Fox Muse

The fox slowly and artfully began to materialise on the periphery of my conciousness and seep seamlessly into my paintings about five years ago. Today I class it as a major player in my lexicon of characters; those I call upon, or more likely those who call upon me.

The red fox, vulpes vulpes, is widespread throughout Europe and indeed its many and various relatives, coming in all shapes and sizes span the globe. An early chronicler of the fox was Aristotle who less than favourably labelled it as “wicked and villainous”. These words seem to have stuck like mud over the centuries. The baton was picked up and carried in the Reynard stories, translated by William Caxton in 1481 into English. The stories are passed down from Aesop, but they put the fox at the centre of the tales. Reynard’s abode is a wondrous, labyrinthine castle full of twists and turns and hiding places. This is obviously drawing parallels with the thinking passed down that the fox’s nature was crafty, canny, devious and able to spirit itself away at the drop of a hat.

The fox’s fiery coat has played its part in folklore; in Japan for instance the fox spirit is shape-shifter, it can put its tail between its legs and rub it with its paws until it ignites and becomes human. The very shape of the tail itself being flame-like was symbolic. Foxes are in fact often identified with fire, perhaps because they were said to be the animal that witches most commonly transformed themselves into. The association with the burning of witches and the fox’s coat was cemented.

I am a keen gardener and coincidentally the foxglove, digitalis, is one of my favourite flowers. I use it in large quantities for its luminosity in dark areas. I have always felt it had some magical properties and I was delighted to find out just how it got its name. An ancient name is fox-bells as the flower was seen to be able to ward off the Devil. Foxes were seen to be hunted almost to extinction for their brushes, so they turned to their vulpine gods for help and protection. The gods obliged by placing bells throughout the fields and woodlands to warn them of the approaching hunters. The bells lost their sound when the foxes were no longer threatened by superstitious hunters.

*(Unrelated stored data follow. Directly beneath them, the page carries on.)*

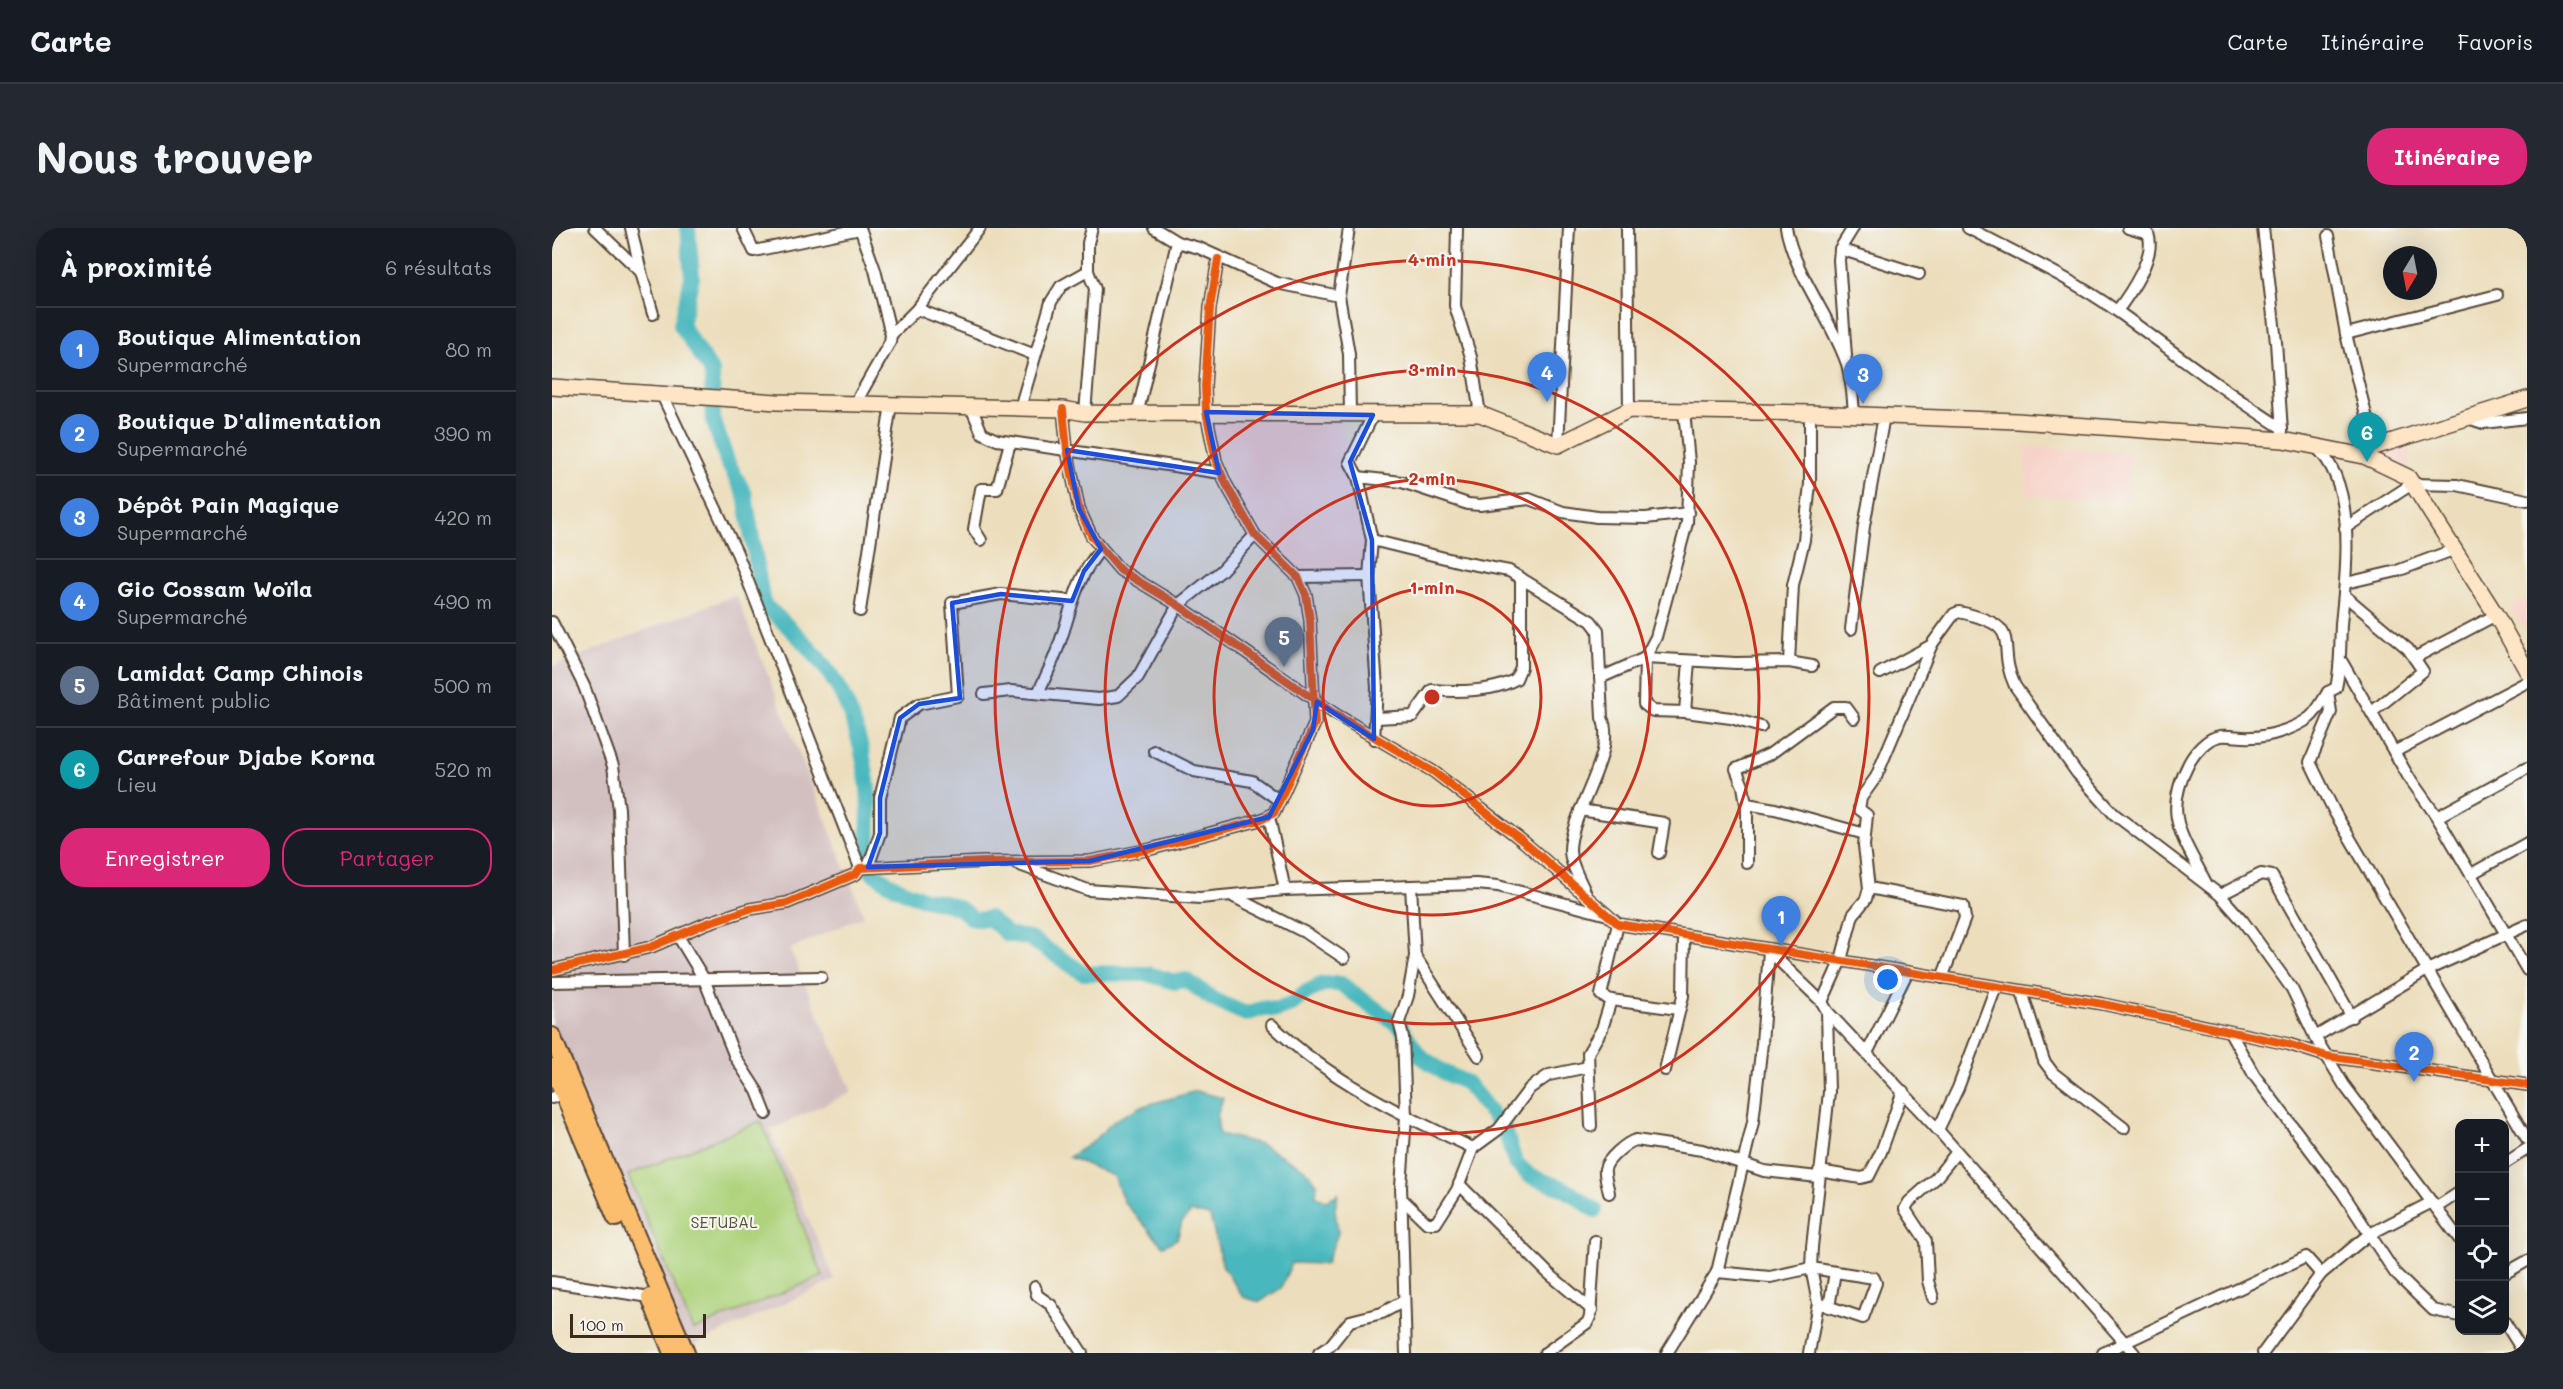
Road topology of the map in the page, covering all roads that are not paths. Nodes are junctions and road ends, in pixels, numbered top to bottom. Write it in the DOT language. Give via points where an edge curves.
graph roads {
  1 [pos="595,228"];
  2 [pos="631,228"];
  3 [pos="743,228"];
  4 [pos="980,228"];
  5 [pos="1092,228"];
  6 [pos="1154,228"];
  7 [pos="1349,228"];
  8 [pos="1457,228"];
  9 [pos="1569,228"];
  10 [pos="1628,228"];
  11 [pos="1786,228"];
  12 [pos="1853,228"];
  13 [pos="1968,228"];
  14 [pos="2128,228"];
  15 [pos="2263,228"];
  16 [pos="860,229"];
  17 [pos="2328,236"];
  18 [pos="1177,242"];
  19 [pos="1840,249"];
  20 [pos="1218,259"];
  21 [pos="1088,271"];
  22 [pos="641,272"];
  23 [pos="1919,274"];
  24 [pos="2497,295"];
  25 [pos="1339,296"];
  26 [pos="917,309"];
  27 [pos="2117,311"];
  28 [pos="653,314"];
  29 [pos="2346,334"];
  30 [pos="891,335"];
  31 [pos="1035,355"];
  32 [pos="1846,362"];
  33 [pos="552,387"];
  34 [pos="662,395"];
  35 [pos="2527,399"];
  36 [pos="855,404"];
  37 [pos="891,404"];
  38 [pos="971,407"];
  39 [pos="1020,408"];
  40 [pos="1064,409"];
  41 [pos="1629,410"];
  42 [pos="1138,411"];
  43 [pos="1684,411"];
  44 [pos="1206,412"];
  45 [pos="1085,413"];
  46 [pos="1810,413"];
  47 [pos="1350,414"];
  48 [pos="1480,414"];
  49 [pos="1372,415"];
  50 [pos="1854,415"];
  51 [pos="1884,416"];
  52 [pos="2469,418"];
  53 [pos="2527,418"];
  54 [pos="2282,434"];
  55 [pos="1010,443"];
  56 [pos="1558,445"];
  57 [pos="2313,445"];
  58 [pos="1067,450"];
  59 [pos="2369,452"];
  60 [pos="1221,473"];
  61 [pos="1358,477"];
  62 [pos="2412,484"];
  63 [pos="2527,500"];
  64 [pos="1688,513"];
  65 [pos="2345,528"];
  66 [pos="1255,535"];
  67 [pos="981,540"];
  68 [pos="1372,540"];
  69 [pos="1101,549"];
  70 [pos="2452,550"];
  71 [pos="1369,576"];
  72 [pos="1298,577"];
  73 [pos="1521,578"];
  74 [pos="2346,583"];
  75 [pos="2344,595"];
  76 [pos="1072,601"];
  77 [pos="1178,605"];
  78 [pos="861,611"];
  79 [pos="2496,615"];
  80 [pos="552,622"];
  81 [pos="1851,629"];
  82 [pos="1932,644"];
  83 [pos="1645,658"];
  84 [pos="2414,658"];
  85 [pos="1689,661"];
  86 [pos="1789,662"];
  87 [pos="2342,662"];
  88 [pos="1812,666"];
  89 [pos="2527,671"];
  90 [pos="1880,673"];
  91 [pos="1600,678"];
  92 [pos="2527,682"];
  93 [pos="2328,692"];
  94 [pos="1038,693"];
  95 [pos="984,694"];
  96 [pos="1313,699"];
  97 [pos="1685,712"];
  98 [pos="2372,712"];
  99 [pos="1377,718"];
  100 [pos="1854,718"];
  101 [pos="1761,727"];
  102 [pos="1374,739"];
  103 [pos="1154,751"];
  104 [pos="2394,752"];
  105 [pos="2527,768"];
  106 [pos="1280,801"];
  107 [pos="1747,804"];
  108 [pos="1580,810"];
  109 [pos="1269,817"];
  110 [pos="2437,817"];
  111 [pos="1865,834"];
  112 [pos="2527,843"];
  113 [pos="1659,853"];
  114 [pos="1011,862"];
  115 [pos="1747,863"];
  116 [pos="864,867"];
  117 [pos="2471,874"];
  118 [pos="1411,886"];
  119 [pos="1869,888"];
  120 [pos="2209,888"];
  121 [pos="1285,890"];
  122 [pos="2220,895"];
  123 [pos="1233,897"];
  124 [pos="1587,897"];
  125 [pos="1604,914"];
  126 [pos="1618,924"];
  127 [pos="2527,925"];
  128 [pos="1684,935"];
  129 [pos="678,936"];
  130 [pos="2507,936"];
  131 [pos="1768,951"];
  132 [pos="624,955"];
  133 [pos="1415,956"];
  134 [pos="1344,957"];
  135 [pos="1841,960"];
  136 [pos="552,970"];
  137 [pos="2427,970"];
  138 [pos="2527,970"];
  139 [pos="1907,973"];
  140 [pos="820,977"];
  141 [pos="1942,978"];
  142 [pos="704,979"];
  143 [pos="552,982"];
  144 [pos="1996,987"];
  145 [pos="2022,992"];
  146 [pos="1611,1000"];
  147 [pos="1824,1006"];
  148 [pos="1678,1009"];
  149 [pos="2352,1017"];
  150 [pos="1272,1025"];
  151 [pos="2230,1032"];
  152 [pos="552,1036"];
  153 [pos="2315,1037"];
  154 [pos="1867,1053"];
  155 [pos="1479,1056"];
  156 [pos="2326,1056"];
  157 [pos="1588,1067"];
  158 [pos="1665,1070"];
  159 [pos="2495,1080"];
  160 [pos="555,1085"];
  161 [pos="2527,1085"];
  162 [pos="1903,1090"];
  163 [pos="766,1114"];
  164 [pos="1406,1117"];
  165 [pos="1591,1126"];
  166 [pos="2124,1128"];
  167 [pos="1938,1130"];
  168 [pos="2527,1138"];
  169 [pos="1473,1149"];
  170 [pos="2527,1149"];
  171 [pos="1956,1153"];
  172 [pos="2509,1161"];
  173 [pos="1743,1166"];
  174 [pos="1818,1174"];
  175 [pos="1460,1184"];
  176 [pos="1609,1193"];
  177 [pos="2455,1194"];
  178 [pos="1402,1199"];
  179 [pos="2434,1204"];
  180 [pos="2455,1233"];
  181 [pos="2368,1235"];
  182 [pos="1595,1240"];
  183 [pos="2527,1261"];
  184 [pos="1811,1268"];
  185 [pos="1717,1272"];
  186 [pos="1834,1272"];
  187 [pos="2509,1272"];
  188 [pos="2321,1274"];
  189 [pos="552,1281"];
  190 [pos="1035,1287"];
  191 [pos="650,1297"];
  192 [pos="1933,1298"];
  193 [pos="1404,1301"];
  194 [pos="1818,1304"];
  195 [pos="1829,1307"];
  196 [pos="1592,1310"];
  197 [pos="2455,1315"];
  198 [pos="2509,1328"];
  199 [pos="2125,1343"];
  200 [pos="672,1353"];
  201 [pos="686,1353"];
  202 [pos="1082,1353"];
  203 [pos="1319,1353"];
  204 [pos="1406,1353"];
  205 [pos="1545,1353"];
  206 [pos="1667,1353"];
  207 [pos="1809,1353"];
  208 [pos="2103,1353"];
  209 [pos="2134,1353"];
  210 [pos="2263,1353"];
  211 [pos="2524,1353"];
  1 -- 22 [label="street"];
  2 -- 22 [label="street"];
  3 -- 16 [label="street" via="753,251"];
  4 -- 26 [label="street"];
  5 -- 21 [label="street"];
  6 -- 18 [label="street"];
  7 -- 25 [label="street"];
  8 -- 48 [label="street" via="1455,306 1471,357"];
  9 -- 56 [label="street"];
  10 -- 41 [label="street"];
  11 -- 32 [label="street" via="1793,256"];
  12 -- 19 [label="street"];
  13 -- 27 [label="street"];
  14 -- 27 [label="street" via="2148,234 2149,243 2139,276"];
  15 -- 54 [label="street"];
  16 -- 30 [label="street"];
  17 -- 29 [label="street"];
  18 -- 20 [label="street"];
  18 -- 42 [label="street"];
  19 -- 23 [label="street"];
  19 -- 32 [label="street"];
  20 -- 25 [label="street" via="1288,287"];
  20 -- 44 [label="street" via="1206,355"];
  21 -- 31 [label="street" via="1061,286 1055,294"];
  21 -- 45 [label="street" via="1095,289"];
  22 -- 28 [label="street"];
  24 -- 29 [label="street"];
  25 -- 47 [label="street" via="1349,354"];
  26 -- 30 [label="street"];
  26 -- 31 [label="street"];
  27 -- 54 [label="street"];
  29 -- 59 [label="street"];
  30 -- 36 [label="street"];
  31 -- 39 [label="street"];
  32 -- 50 [label="street"];
  33 -- 34 [label="main road"];
  34 -- 36 [label="main road"];
  34 -- 116 [label="street" via="737,552"];
  35 -- 52 [label="main road"];
  36 -- 37 [label="main road"];
  37 -- 38 [label="main road"];
  37 -- 78 [label="street"];
  38 -- 39 [label="main road"];
  38 -- 55 [label="street" via="982,433"];
  39 -- 40 [label="main road"];
  40 -- 45 [label="main road"];
  40 -- 58 [label="street"];
  41 -- 43 [label="main road"];
  41 -- 56 [label="main road"];
  42 -- 44 [label="main road"];
  42 -- 45 [label="main road"];
  43 -- 46 [label="main road"];
  43 -- 64 [label="street"];
  44 -- 47 [label="main road"];
  44 -- 60 [label="street"];
  46 -- 50 [label="main road"];
  46 -- 86 [label="street" via="1810,484 1793,585"];
  47 -- 49 [label="main road"];
  48 -- 49 [label="main road"];
  48 -- 56 [label="main road"];
  49 -- 61 [label="street" via="1350,462"];
  50 -- 51 [label="main road"];
  51 -- 54 [label="main road"];
  51 -- 81 [label="street"];
  52 -- 53 [label="street" via="2483,423"];
  52 -- 59 [label="main road"];
  54 -- 57 [label="main road"];
  55 -- 58 [label="street"];
  55 -- 67 [label="street" via="997,489 981,489 974,529"];
  57 -- 59 [label="main road"];
  57 -- 65 [label="street" via="2334,470"];
  58 -- 60 [label="street"];
  58 -- 69 [label="street" via="1079,509"];
  59 -- 62 [label="main road" via="2408,477"];
  60 -- 66 [label="street"];
  61 -- 64 [label="street" via="1402,482 1480,505 1529,499 1563,512 1596,517 1646,518"];
  61 -- 68 [label="street"];
  62 -- 63 [label="street" via="2457,485"];
  62 -- 65 [label="street"];
  62 -- 70 [label="main road"];
  64 -- 83 [label="street" via="1680,558 1660,626"];
  65 -- 74 [label="street"];
  66 -- 72 [label="street"];
  66 -- 77 [label="street" via="1221,571"];
  68 -- 71 [label="street"];
  68 -- 73 [label="street" via="1497,567"];
  69 -- 76 [label="street" via="1084,571"];
  69 -- 77 [label="street" via="1126,574"];
  70 -- 74 [label="street" via="2397,571"];
  70 -- 79 [label="main road"];
  71 -- 72 [label="street"];
  71 -- 99 [label="street"];
  72 -- 96 [label="street" via="1309,607"];
  73 -- 91 [label="street" via="1595,626"];
  73 -- 99 [label="street" via="1521,668 1516,679 1491,687 1432,690 1413,716"];
  74 -- 75 [label="street"];
  75 -- 84 [label="street"];
  75 -- 87 [label="street"];
  76 -- 94 [label="street" via="1061,641"];
  76 -- 116 [label="street" via="1001,594 952,603 958,696 920,704 900,718 880,798 880,833"];
  77 -- 94 [label="street" via="1138,678 1126,692 1099,699"];
  77 -- 96 [label="street"];
  79 -- 84 [label="street"];
  79 -- 89 [label="main road"];
  80 -- 132 [label="street" via="584,686 613,766"];
  82 -- 90 [label="street"];
  82 -- 111 [label="street" via="1876,777 1861,798 1859,809 1867,815"];
  82 -- 120 [label="street" via="1959,612 2002,629 2006,633 2014,686 2077,773 2131,828"];
  83 -- 85 [label="street"];
  83 -- 91 [label="street"];
  83 -- 97 [label="street" via="1647,709"];
  84 -- 98 [label="street" via="2423,671"];
  85 -- 86 [label="street"];
  85 -- 97 [label="street"];
  86 -- 88 [label="street"];
  87 -- 93 [label="street" via="2336,688"];
  87 -- 98 [label="street"];
  91 -- 108 [label="street" via="1602,718 1607,732"];
  92 -- 104 [label="street"];
  93 -- 120 [label="street" via="2315,712 2302,722 2259,737 2220,736 2206,743 2191,759 2175,796 2175,812"];
  93 -- 137 [label="street" via="2331,712 2312,754 2312,769"];
  94 -- 95 [label="street"];
  96 -- 102 [label="street"];
  96 -- 106 [label="street" via="1313,730"];
  97 -- 101 [label="street" via="1731,718"];
  98 -- 104 [label="street"];
  99 -- 102 [label="street"];
  100 -- 107 [label="street" via="1846,707 1834,707 1770,754 1736,768"];
  102 -- 124 [label="street" via="1441,777"];
  103 -- 106 [label="street" via="1194,771 1252,781"];
  104 -- 110 [label="street"];
  105 -- 110 [label="street"];
  106 -- 109 [label="street"];
  107 -- 111 [label="street"];
  107 -- 115 [label="street"];
  108 -- 113 [label="street" via="1664,823"];
  108 -- 124 [label="street" via="1571,855"];
  109 -- 114 [label="street" via="1106,858"];
  109 -- 121 [label="street"];
  110 -- 117 [label="street"];
  111 -- 119 [label="street"];
  112 -- 117 [label="street"];
  114 -- 116 [label="street"];
  114 -- 123 [label="street" via="1088,890"];
  116 -- 129 [label="street" via="788,903 740,912"];
  117 -- 130 [label="street"];
  118 -- 121 [label="street"];
  118 -- 125 [label="street" via="1487,884"];
  118 -- 133 [label="street"];
  119 -- 135 [label="street" via="1864,904 1853,915"];
  119 -- 141 [label="street" via="1963,906 1965,918"];
  120 -- 122 [label="street"];
  121 -- 123 [label="street"];
  122 -- 149 [label="street" via="2261,874 2272,876"];
  122 -- 153 [label="street" via="2292,989"];
  123 -- 134 [label="street" via="1308,934"];
  124 -- 125 [label="street"];
  125 -- 126 [label="street"];
  126 -- 128 [label="street"];
  126 -- 146 [label="street" via="1600,990"];
  127 -- 130 [label="street"];
  128 -- 131 [label="street"];
  128 -- 148 [label="street" via="1683,996"];
  129 -- 132 [label="street"];
  129 -- 142 [label="street"];
  130 -- 137 [label="street"];
  130 -- 138 [label="street"];
  131 -- 135 [label="street"];
  131 -- 147 [label="street"];
  131 -- 173 [label="street" via="1758,1089"];
  132 -- 136 [label="street"];
  133 -- 155 [label="street"];
  133 -- 164 [label="street" via="1399,1022"];
  135 -- 139 [label="street"];
  135 -- 147 [label="street"];
  137 -- 149 [label="street"];
  137 -- 159 [label="street"];
  139 -- 141 [label="street"];
  139 -- 154 [label="street"];
  140 -- 142 [label="street"];
  141 -- 144 [label="street"];
  142 -- 143 [label="street"];
  142 -- 163 [label="street" via="735,1058 757,1091"];
  144 -- 145 [label="street"];
  144 -- 167 [label="street"];
  145 -- 151 [label="street" via="2103,1004"];
  145 -- 166 [label="street" via="2044,1061 2053,1073"];
  146 -- 148 [label="street"];
  146 -- 157 [label="street" via="1602,1029 1588,1053"];
  147 -- 154 [label="street"];
  147 -- 174 [label="street" via="1829,1092"];
  148 -- 158 [label="street"];
  149 -- 153 [label="street"];
  150 -- 164 [label="street" via="1322,1067"];
  151 -- 156 [label="street"];
  151 -- 181 [label="street" via="2254,1075 2342,1192"];
  152 -- 201 [label="main road"];
  153 -- 156 [label="street"];
  154 -- 162 [label="street"];
  156 -- 159 [label="street"];
  156 -- 179 [label="street" via="2392,1152"];
  157 -- 165 [label="street"];
  157 -- 169 [label="street" via="1549,1075 1535,1083 1499,1129"];
  159 -- 161 [label="street"];
  159 -- 168 [label="street"];
  160 -- 191 [label="main road"];
  162 -- 167 [label="street"];
  162 -- 174 [label="street" via="1869,1176"];
  164 -- 169 [label="street"];
  164 -- 178 [label="street"];
  167 -- 171 [label="street"];
  169 -- 175 [label="street"];
  170 -- 172 [label="street"];
  171 -- 192 [label="street" via="1905,1209 1926,1241"];
  171 -- 199 [label="street"];
  173 -- 174 [label="street"];
  173 -- 176 [label="street" via="1702,1150 1636,1140 1607,1164"];
  173 -- 185 [label="street"];
  174 -- 184 [label="street"];
  175 -- 178 [label="street" via="1432,1224"];
  175 -- 196 [label="street" via="1548,1273"];
  177 -- 179 [label="street"];
  178 -- 193 [label="street"];
  179 -- 180 [label="street"];
  179 -- 181 [label="street"];
  181 -- 188 [label="street"];
  181 -- 197 [label="street" via="2395,1273 2433,1311"];
  182 -- 196 [label="street"];
  183 -- 187 [label="street"];
  184 -- 185 [label="street" via="1770,1277"];
  184 -- 186 [label="street"];
  184 -- 194 [label="street"];
  185 -- 206 [label="street"];
  186 -- 195 [label="street"];
  186 -- 195 [label="street" via="1874,1278 1876,1287 1863,1318"];
  188 -- 199 [label="street" via="2306,1257"];
  188 -- 210 [label="street"];
  189 -- 191 [label="street"];
  190 -- 202 [label="street" via="1037,1295 1051,1305"];
  191 -- 200 [label="main road"];
  193 -- 203 [label="street" via="1382,1313 1350,1321 1330,1346"];
  193 -- 204 [label="street"];
  194 -- 195 [label="street"];
  194 -- 207 [label="street"];
  196 -- 205 [label="street" via="1587,1323"];
  198 -- 211 [label="street"];
  199 -- 208 [label="street"];
  199 -- 209 [label="street"];
}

The fox in literature reaches its zenith for me in Mary Webb’s novel Gone To Earth. Written in 1917, it was Webb’s second full scale work as an English Romantic. She was born in 1881 in Shropshire, the county that she loved best and which inspired her all her life as an artist. Her most acclaimed novel, and for some her masterpiece, Precious Bane was written in 1924 three years before her death in 1927, and explores a lot of similar themes. The outsider in a close knit rural community. The overwhelming feeling of the natural world as mystical realm dripping with portents and symbolism. In Gone To Earth the heroine Hazel is a wild child of nature who befriends a young vixen and they become best friends. Hazel is pursued by the males in the novel like a fox in a hunt with ultimately the same tragic consequences. The fox is central to this sublime book as it also is in the Pressburger and Powell film of the novel made in 1950. The fox is totally central in Brian Carter’s novel A Black Fox Running, written in 1981. In a similar way that Watership Down created an interior voice for the rabbits, so Carter’s novel tells the story of a group of foxes living on Dartmoor from the point of view of the fox itself. Through the voice of the main protagonist Wulfgar, Carter is able, like Mary Webb, to weave and summon glorious poetic paeans to the ever changing but eternal drama of the natural world.

How I feel about the fox is a lot more ambivalent. I understand and somehow have coded in my brain the perceived character of the fox. However, for me the fox is a primal link between the human and the spirit world. In my paintings such as Healing Place, Medea and Balm, the fox is a symbol of our fragile ecosystem, reaching out to the human world for reconciliation. In Sentinel and Precious Cargo the fox is a protector, ancient and wise and a reminder of both the glorious rays of the sun and the slow ebbing of twilight into shadow.

I feel the fox will stay and linger in my work as long as it chooses. I can’t control its destiny or desire to roam. I only know that once I have locked its ethereal form onto paper, I am relieved in the way that I feel when a butterfly lands on my hand in the garden: it’s here now, enjoy it and wonder, but it’s not to be owned.